Collision_result_example

Indicating the conflicting Resource: EMAIL; and also the two Policies in which this Resource is defined: Policies A and B. Then he will need to correct this error if he wants to maintain the Consitency of the system.

Implementation:

The verification of the Collision property occurs with multiple YAML Policy files being passed as a reference in the Verification Call.

Within the plugin, the framework reads every policy and stores all Resources (data) that are treated in each one in different Sets (One set for each Policy):

#...While there is policies...

with open("fixtures/yaml/first-deny.yaml", "r") as ymlfile: #Opening the policy
      cfg = yaml.load(ymlfile)

  Policy_name_1 = set(cfg["data"]) #Getting the defined Resources

Finally, all the Sets containing the Resources that are treated in each policy, are added to a list.

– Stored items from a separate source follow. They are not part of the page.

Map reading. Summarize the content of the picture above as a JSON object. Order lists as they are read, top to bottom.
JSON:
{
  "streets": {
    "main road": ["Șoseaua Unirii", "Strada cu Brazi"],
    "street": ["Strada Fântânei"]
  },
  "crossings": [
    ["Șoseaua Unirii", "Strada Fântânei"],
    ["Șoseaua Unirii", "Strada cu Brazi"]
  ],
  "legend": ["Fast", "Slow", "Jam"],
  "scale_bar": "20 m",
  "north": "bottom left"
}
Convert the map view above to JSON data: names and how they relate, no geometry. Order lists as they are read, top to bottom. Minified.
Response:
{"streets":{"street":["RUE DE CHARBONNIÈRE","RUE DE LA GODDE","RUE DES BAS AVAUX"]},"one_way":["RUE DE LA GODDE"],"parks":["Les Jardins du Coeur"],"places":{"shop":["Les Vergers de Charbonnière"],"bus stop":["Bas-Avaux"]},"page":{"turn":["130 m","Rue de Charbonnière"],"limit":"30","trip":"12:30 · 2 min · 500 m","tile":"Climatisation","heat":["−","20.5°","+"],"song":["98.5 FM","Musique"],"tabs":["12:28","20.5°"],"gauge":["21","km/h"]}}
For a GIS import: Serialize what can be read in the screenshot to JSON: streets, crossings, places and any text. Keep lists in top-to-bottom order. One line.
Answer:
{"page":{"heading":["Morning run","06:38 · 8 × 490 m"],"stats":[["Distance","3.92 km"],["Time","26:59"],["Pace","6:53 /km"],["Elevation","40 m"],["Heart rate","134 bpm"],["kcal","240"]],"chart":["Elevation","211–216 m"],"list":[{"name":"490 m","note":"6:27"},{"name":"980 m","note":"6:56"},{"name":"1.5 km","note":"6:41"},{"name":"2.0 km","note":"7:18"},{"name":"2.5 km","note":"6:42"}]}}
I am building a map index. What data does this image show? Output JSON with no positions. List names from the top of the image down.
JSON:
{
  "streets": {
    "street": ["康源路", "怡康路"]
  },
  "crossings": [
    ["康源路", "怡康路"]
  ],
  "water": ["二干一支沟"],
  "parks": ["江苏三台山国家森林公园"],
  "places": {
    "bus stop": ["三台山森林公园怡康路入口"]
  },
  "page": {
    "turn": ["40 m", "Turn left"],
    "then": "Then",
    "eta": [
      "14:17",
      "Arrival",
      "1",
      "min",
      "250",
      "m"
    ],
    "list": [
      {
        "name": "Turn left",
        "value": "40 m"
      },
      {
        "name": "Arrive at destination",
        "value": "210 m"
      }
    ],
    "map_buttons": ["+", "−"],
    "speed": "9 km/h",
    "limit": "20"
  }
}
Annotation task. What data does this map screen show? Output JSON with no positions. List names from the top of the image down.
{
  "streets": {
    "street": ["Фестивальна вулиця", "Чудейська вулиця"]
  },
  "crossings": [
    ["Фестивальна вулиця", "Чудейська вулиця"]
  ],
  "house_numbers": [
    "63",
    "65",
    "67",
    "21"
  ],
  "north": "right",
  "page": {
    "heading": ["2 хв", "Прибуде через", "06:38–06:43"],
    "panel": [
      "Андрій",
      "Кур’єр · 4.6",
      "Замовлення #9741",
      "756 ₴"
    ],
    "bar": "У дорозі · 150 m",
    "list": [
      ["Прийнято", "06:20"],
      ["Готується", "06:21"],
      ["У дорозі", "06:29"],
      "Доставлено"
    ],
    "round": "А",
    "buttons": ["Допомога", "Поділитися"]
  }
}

In this way, we obtain a list of Sets.

In the second moment, we used two Loops while, to compare all the sets stored in the List. If two sets are 'disjunct', that is, without similar elements, the loop advances to compare the next set:

while iterator < len(list_of_policiess):
    aux = iterator + 1
    while aux < len(list_of_policiess):

        if not list_of_policiess[iterator].isdisjoint(list_of_policiess[aux]):
            overlapped_resources = list_of_policiess[iterator].intersection(list_of_policiess[iterator+1])
            collision_boolean = True
            break
        aux += 1

    if collision_boolean == True:
        break
    iterator += 1

If there are similar elements in two different sets: the loops are closed, the names of the Policies corresponding to each Set are stored in an auxiliary variable, and these two sets are intersected, that will return the similar elements.

After the loop, an auxiliary variable called collision_boolean is used to indicate whether a 'collision' has occurred or not. Being 'True', the test returns the Conflict Policies and Resources governed by both simultaneously. Being 'False', the test passes, telling the user that there are no conflicting policies.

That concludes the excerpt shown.